The issue of Europe and Britain’s place in it has ended the career of every Conservative Party leader and prime minister for nearly 30 years. And it’s likely to determine the fate of successor.

It all started with Margaret Thatcher, who resigned in November 1990.

It’s hard to picture now, as the Continent faces a resurgence of nationalism and Euroskepticism, but in those first years after the collapse of the Soviet Union and the end of the Cold War, the possibility of creating a democratically unified Europe was thrilling. This was particularly true for French President François Mitterrand and German Chancellor Helmut Kohl.

It was less exciting to Thatcher, who said, even before the Berlin Wall came down: “We have not successfully rolled back the frontiers of the state in Britain, only to see them re-imposed at a European level, with a European super-state exercising a new dominance from Brussels.”

Thatcher’s Conservative party was split on the issue of how enthusiastically to join the push for deeper European integration.
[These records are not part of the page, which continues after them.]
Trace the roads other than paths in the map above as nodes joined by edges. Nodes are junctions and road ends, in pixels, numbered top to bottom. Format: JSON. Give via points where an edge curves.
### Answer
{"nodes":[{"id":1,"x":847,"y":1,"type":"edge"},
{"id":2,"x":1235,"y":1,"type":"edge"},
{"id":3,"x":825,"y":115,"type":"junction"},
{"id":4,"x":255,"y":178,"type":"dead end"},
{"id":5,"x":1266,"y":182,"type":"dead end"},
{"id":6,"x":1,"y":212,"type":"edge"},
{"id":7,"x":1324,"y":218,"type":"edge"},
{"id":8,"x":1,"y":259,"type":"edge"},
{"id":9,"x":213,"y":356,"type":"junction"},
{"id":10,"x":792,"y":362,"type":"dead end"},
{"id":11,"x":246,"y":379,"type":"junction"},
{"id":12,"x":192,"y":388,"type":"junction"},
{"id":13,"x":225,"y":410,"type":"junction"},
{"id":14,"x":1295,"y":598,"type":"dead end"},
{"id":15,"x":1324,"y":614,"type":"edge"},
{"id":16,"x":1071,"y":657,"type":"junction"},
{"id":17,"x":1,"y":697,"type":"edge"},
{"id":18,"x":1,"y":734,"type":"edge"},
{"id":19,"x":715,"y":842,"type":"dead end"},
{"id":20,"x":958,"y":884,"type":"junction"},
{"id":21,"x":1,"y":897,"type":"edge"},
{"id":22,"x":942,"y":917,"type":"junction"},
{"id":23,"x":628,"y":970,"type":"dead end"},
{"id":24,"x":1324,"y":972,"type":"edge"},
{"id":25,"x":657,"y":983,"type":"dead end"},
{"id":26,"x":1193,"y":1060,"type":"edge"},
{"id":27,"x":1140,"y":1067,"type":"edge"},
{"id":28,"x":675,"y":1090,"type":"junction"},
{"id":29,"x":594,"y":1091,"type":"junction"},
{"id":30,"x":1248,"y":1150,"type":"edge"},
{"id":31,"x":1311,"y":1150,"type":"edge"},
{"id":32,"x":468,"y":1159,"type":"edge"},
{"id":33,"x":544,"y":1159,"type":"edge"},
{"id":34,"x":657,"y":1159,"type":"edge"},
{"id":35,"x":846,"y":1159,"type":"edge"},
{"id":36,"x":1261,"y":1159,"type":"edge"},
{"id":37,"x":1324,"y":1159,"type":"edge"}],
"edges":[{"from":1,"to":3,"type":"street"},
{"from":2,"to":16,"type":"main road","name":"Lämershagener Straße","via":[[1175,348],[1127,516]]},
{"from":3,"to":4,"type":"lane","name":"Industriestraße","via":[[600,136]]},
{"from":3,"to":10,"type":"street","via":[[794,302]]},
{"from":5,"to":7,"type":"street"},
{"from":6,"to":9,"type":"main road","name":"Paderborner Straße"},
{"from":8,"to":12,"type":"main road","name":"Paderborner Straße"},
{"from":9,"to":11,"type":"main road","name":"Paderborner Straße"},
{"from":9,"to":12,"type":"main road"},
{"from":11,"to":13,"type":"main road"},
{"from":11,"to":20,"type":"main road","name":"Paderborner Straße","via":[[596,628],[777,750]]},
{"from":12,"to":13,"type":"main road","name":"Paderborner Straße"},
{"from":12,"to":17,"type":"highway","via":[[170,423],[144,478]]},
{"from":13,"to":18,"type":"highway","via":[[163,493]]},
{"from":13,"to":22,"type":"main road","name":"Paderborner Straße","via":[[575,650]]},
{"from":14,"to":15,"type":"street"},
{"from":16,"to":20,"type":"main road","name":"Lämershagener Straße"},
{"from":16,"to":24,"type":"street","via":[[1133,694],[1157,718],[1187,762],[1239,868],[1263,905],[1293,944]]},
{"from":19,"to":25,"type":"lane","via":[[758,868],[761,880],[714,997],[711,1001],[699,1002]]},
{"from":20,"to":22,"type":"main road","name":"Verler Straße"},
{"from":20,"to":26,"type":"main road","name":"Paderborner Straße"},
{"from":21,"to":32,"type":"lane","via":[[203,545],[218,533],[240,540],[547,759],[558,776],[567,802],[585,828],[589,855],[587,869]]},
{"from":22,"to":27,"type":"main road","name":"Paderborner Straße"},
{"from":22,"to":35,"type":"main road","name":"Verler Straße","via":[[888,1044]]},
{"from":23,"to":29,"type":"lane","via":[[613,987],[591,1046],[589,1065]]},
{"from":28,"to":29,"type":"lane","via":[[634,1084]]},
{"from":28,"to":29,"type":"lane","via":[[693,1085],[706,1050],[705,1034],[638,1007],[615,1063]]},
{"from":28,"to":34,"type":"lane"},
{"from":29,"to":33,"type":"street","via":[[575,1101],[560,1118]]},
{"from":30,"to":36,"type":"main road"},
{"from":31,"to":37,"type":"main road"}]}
She feared the creation of a federal Europe. The then head of the European Commission, Jacques Delors, had proposed a grand vision for concentrating administrative power in European institutions like the Parliament and especially his Commission — the administrative wing of what was then called the European Community.

It was a major culture clash. Thatcher resisted a “closer union” — maybe because Delors was a “socialist” or maybe, as she would later write because “Most of the problems the world has faced have come from mainland Europe. And the solutions from outside it.”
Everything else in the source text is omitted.